REQUIREMENT:
Only the images get left out; everything else in the records is to be transcribed exactly.

Top of DATA SECTION

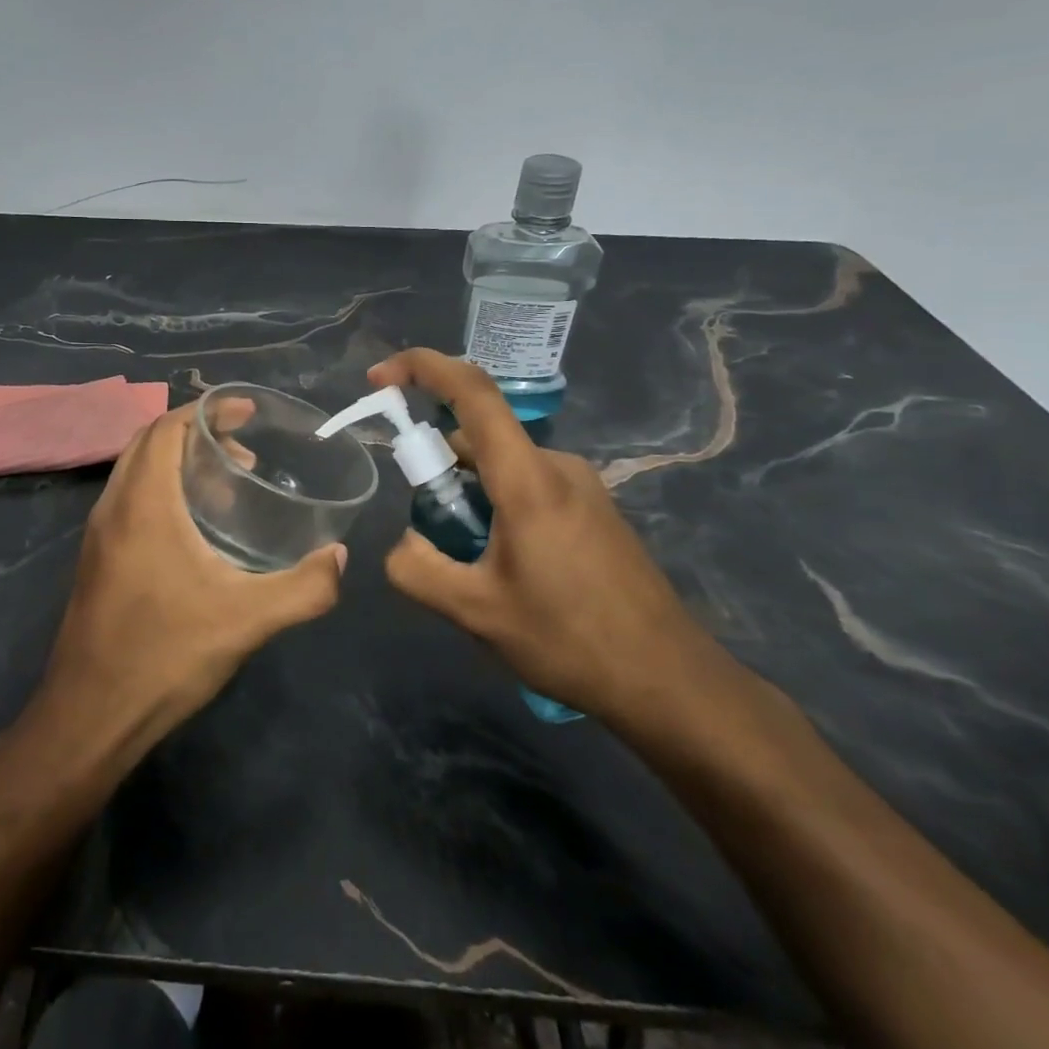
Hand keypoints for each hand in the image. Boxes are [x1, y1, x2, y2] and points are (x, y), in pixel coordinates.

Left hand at [35, 403, 346, 763]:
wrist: (90, 715)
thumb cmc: (165, 654)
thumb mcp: (247, 620)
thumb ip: (304, 588)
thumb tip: (338, 558)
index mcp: (144, 503)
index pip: (167, 427)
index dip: (208, 410)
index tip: (247, 413)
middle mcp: (113, 506)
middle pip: (150, 442)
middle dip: (196, 433)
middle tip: (245, 452)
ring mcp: (98, 534)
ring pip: (136, 471)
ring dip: (177, 463)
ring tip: (227, 488)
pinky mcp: (95, 560)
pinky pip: (128, 500)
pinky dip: (161, 490)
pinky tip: (195, 531)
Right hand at [369, 349, 707, 721]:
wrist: (669, 681)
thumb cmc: (570, 639)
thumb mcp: (475, 612)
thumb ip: (418, 569)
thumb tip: (404, 543)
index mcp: (527, 478)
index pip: (472, 392)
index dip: (422, 368)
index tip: (379, 378)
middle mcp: (556, 465)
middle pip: (478, 438)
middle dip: (437, 469)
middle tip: (431, 533)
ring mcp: (580, 485)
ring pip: (500, 466)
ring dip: (469, 496)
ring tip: (472, 565)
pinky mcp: (593, 508)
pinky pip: (526, 485)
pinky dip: (497, 507)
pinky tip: (506, 568)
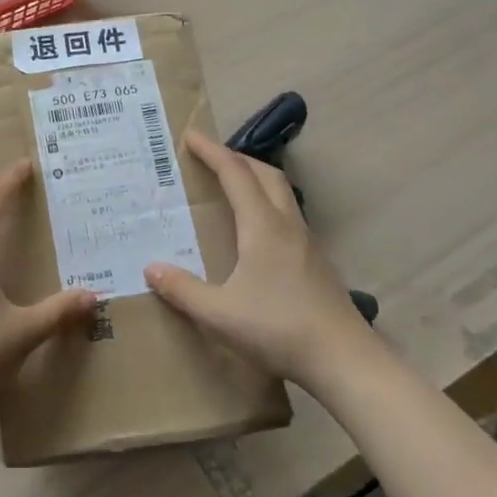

Bottom of DATA SECTION

EXPECTED OUTPUT:
Hand keypoints for each hand in the image. Boxes are [x1, y1, x2, y2] and points are (x, y), in pixel coordinates.

Left hand at [35, 403, 346, 763]:
wrist: (90, 715)
thumb cmc: (165, 654)
thumb mcp: (247, 620)
thumb ip: (304, 588)
thumb tip: (338, 558)
index mcp: (144, 503)
index pip: (167, 427)
index dip: (208, 410)
index tip: (247, 413)
middle mcp: (113, 506)
middle pip: (150, 442)
middle dip: (196, 433)
middle tip: (245, 452)
ring mcp: (98, 534)
ring pip: (136, 471)
ring dip: (177, 463)
ring tip: (227, 488)
pinky mcp: (95, 560)
pinky pip: (128, 500)
pinky dip: (161, 490)
pinky tip: (195, 531)
Right hand at [369, 349, 707, 721]:
wrist: (669, 681)
thumb cmc: (570, 639)
thumb mcp: (475, 612)
thumb ip: (418, 569)
thumb tip: (404, 543)
index mcp: (527, 478)
index pip: (472, 392)
index dip: (422, 368)
index tip: (379, 378)
middle mcp: (556, 465)
middle pip: (478, 438)
middle dip: (437, 469)
middle tip: (431, 533)
ring mcp: (580, 485)
ring pip: (500, 466)
ring dip: (469, 496)
ring tip: (472, 565)
pinky mcp: (593, 508)
pinky pip: (526, 485)
pinky dip: (497, 507)
pinky tip: (506, 568)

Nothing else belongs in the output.